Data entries
<<<<

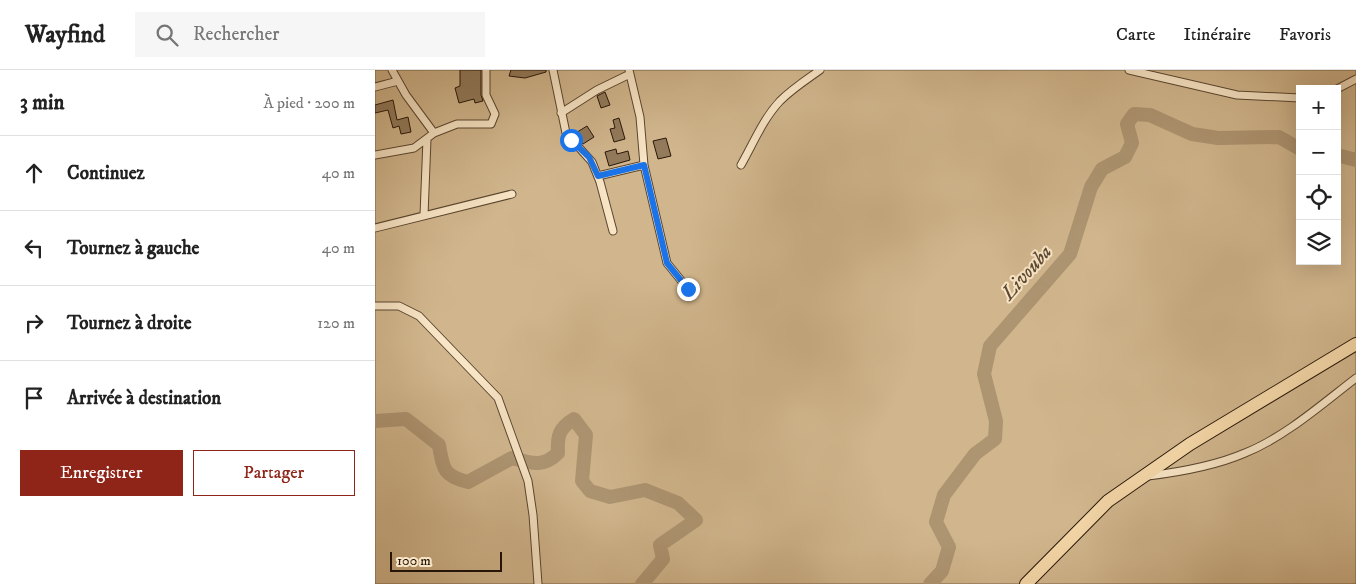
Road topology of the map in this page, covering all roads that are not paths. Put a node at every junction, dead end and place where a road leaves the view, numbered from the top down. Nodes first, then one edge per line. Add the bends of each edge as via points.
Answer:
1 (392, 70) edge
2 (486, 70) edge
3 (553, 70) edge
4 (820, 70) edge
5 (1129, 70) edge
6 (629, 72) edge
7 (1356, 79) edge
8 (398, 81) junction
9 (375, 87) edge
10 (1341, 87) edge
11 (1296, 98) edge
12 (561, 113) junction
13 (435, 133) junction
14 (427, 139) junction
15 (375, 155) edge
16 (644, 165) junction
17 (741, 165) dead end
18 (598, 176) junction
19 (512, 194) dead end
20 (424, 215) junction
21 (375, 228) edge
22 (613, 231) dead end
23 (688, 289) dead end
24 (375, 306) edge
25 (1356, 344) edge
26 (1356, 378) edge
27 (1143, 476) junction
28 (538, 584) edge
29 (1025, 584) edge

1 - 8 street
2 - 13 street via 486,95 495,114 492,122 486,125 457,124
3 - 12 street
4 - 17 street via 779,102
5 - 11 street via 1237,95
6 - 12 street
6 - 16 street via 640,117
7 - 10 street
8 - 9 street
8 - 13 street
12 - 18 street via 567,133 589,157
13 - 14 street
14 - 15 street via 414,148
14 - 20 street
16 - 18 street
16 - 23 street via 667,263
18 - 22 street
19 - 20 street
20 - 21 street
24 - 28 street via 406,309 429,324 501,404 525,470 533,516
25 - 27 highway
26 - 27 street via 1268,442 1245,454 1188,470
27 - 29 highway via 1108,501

>>>>
<<<<

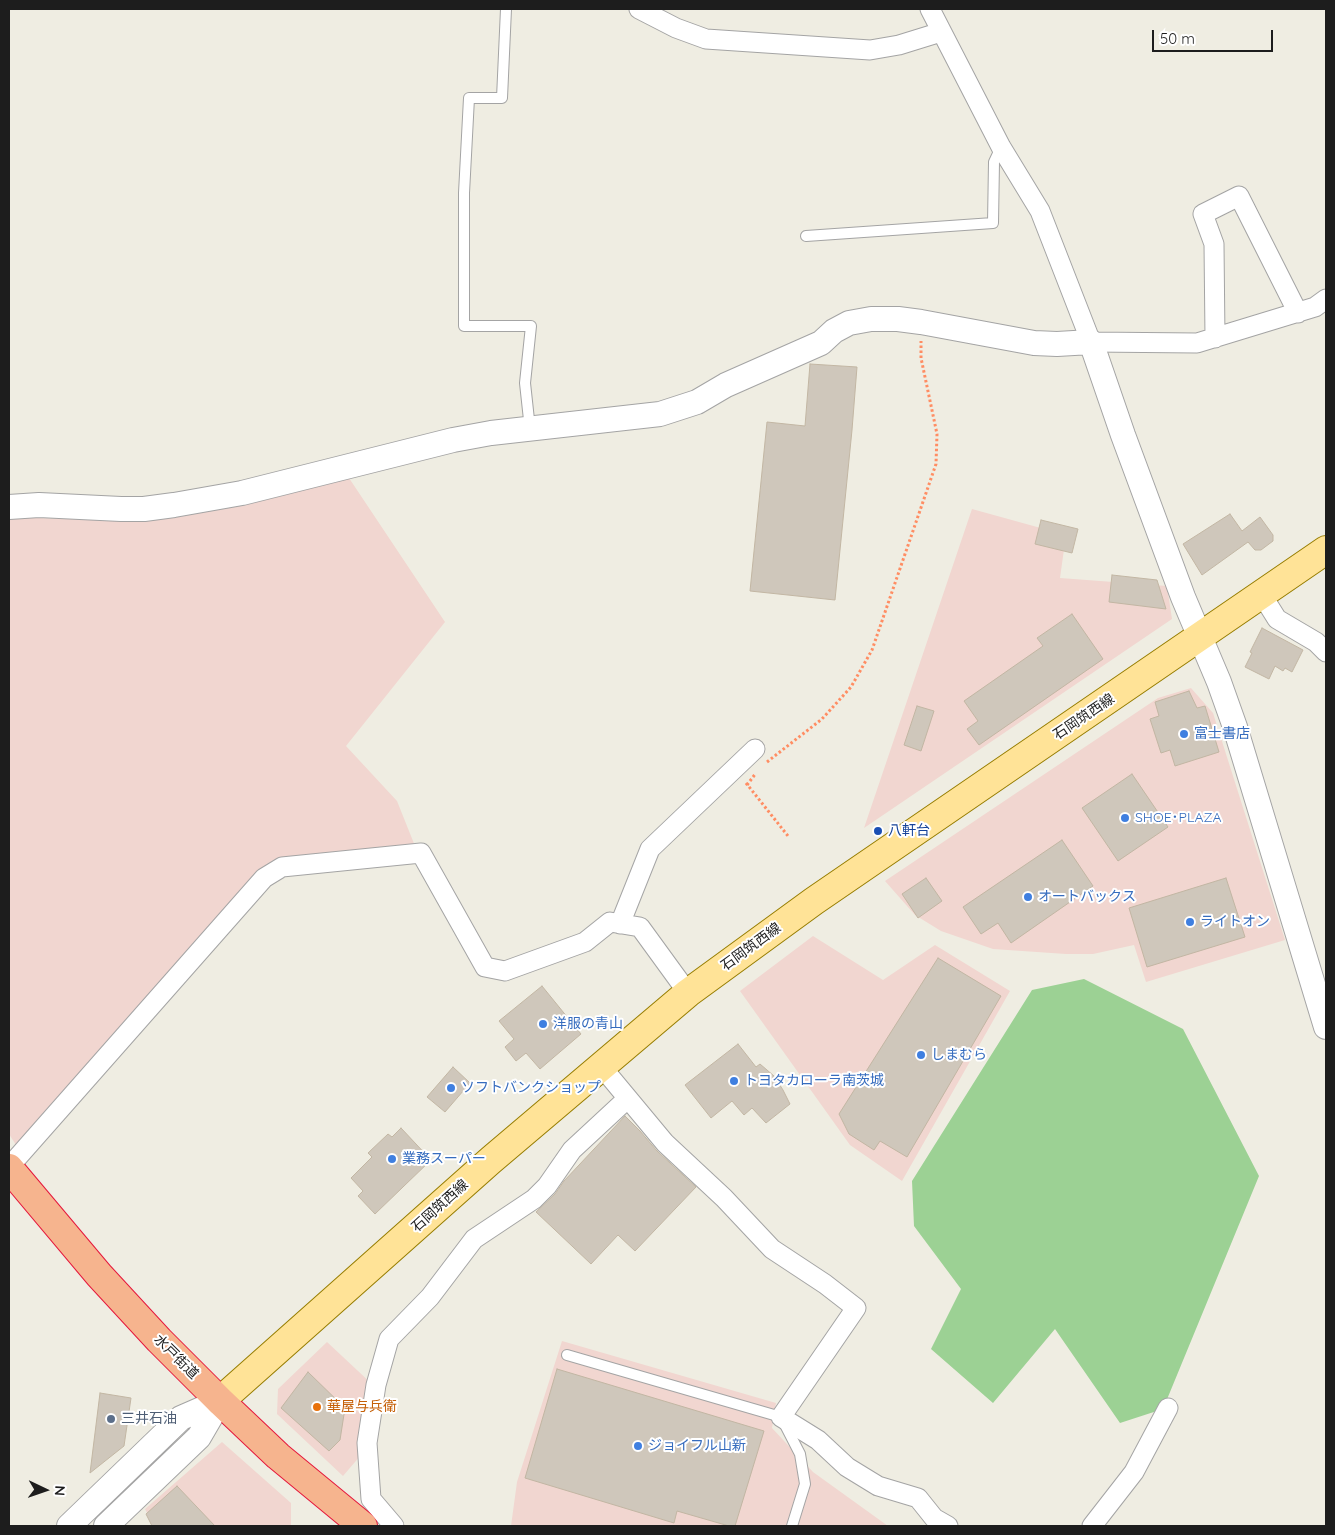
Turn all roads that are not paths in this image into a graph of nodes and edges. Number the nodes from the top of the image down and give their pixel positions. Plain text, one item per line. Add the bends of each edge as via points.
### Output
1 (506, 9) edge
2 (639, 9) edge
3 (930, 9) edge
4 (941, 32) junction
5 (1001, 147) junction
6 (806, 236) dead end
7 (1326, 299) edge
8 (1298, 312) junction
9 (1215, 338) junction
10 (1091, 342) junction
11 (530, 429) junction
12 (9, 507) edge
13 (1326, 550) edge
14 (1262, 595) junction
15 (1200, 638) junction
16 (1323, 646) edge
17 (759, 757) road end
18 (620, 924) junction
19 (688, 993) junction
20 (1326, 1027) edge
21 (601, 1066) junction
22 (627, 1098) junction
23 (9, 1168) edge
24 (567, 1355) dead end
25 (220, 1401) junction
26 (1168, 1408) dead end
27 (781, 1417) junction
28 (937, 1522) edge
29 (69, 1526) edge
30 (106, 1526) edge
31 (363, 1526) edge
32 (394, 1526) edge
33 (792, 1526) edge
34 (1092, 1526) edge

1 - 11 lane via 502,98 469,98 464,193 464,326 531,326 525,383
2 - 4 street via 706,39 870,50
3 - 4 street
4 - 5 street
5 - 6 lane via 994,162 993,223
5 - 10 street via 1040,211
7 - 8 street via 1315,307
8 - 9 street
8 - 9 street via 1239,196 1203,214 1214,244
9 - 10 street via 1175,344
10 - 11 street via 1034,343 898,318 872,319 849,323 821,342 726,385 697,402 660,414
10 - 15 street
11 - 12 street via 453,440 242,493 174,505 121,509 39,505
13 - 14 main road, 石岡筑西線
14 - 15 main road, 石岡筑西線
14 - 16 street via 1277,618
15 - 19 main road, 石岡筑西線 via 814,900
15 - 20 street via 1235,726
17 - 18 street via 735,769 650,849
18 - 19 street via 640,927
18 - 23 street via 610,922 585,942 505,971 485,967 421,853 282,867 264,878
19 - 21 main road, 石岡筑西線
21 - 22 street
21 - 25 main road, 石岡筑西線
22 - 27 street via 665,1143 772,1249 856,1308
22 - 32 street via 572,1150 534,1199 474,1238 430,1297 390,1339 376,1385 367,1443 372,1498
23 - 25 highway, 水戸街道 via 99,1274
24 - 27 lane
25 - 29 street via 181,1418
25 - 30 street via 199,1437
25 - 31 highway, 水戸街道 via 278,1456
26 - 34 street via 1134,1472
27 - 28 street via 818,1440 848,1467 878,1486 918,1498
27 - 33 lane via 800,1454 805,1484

>>>>

_ACTIVITY:_ Return the total of lines in these records that hold "down", without any other words.

_PROBLEM SOLUTION:_ 2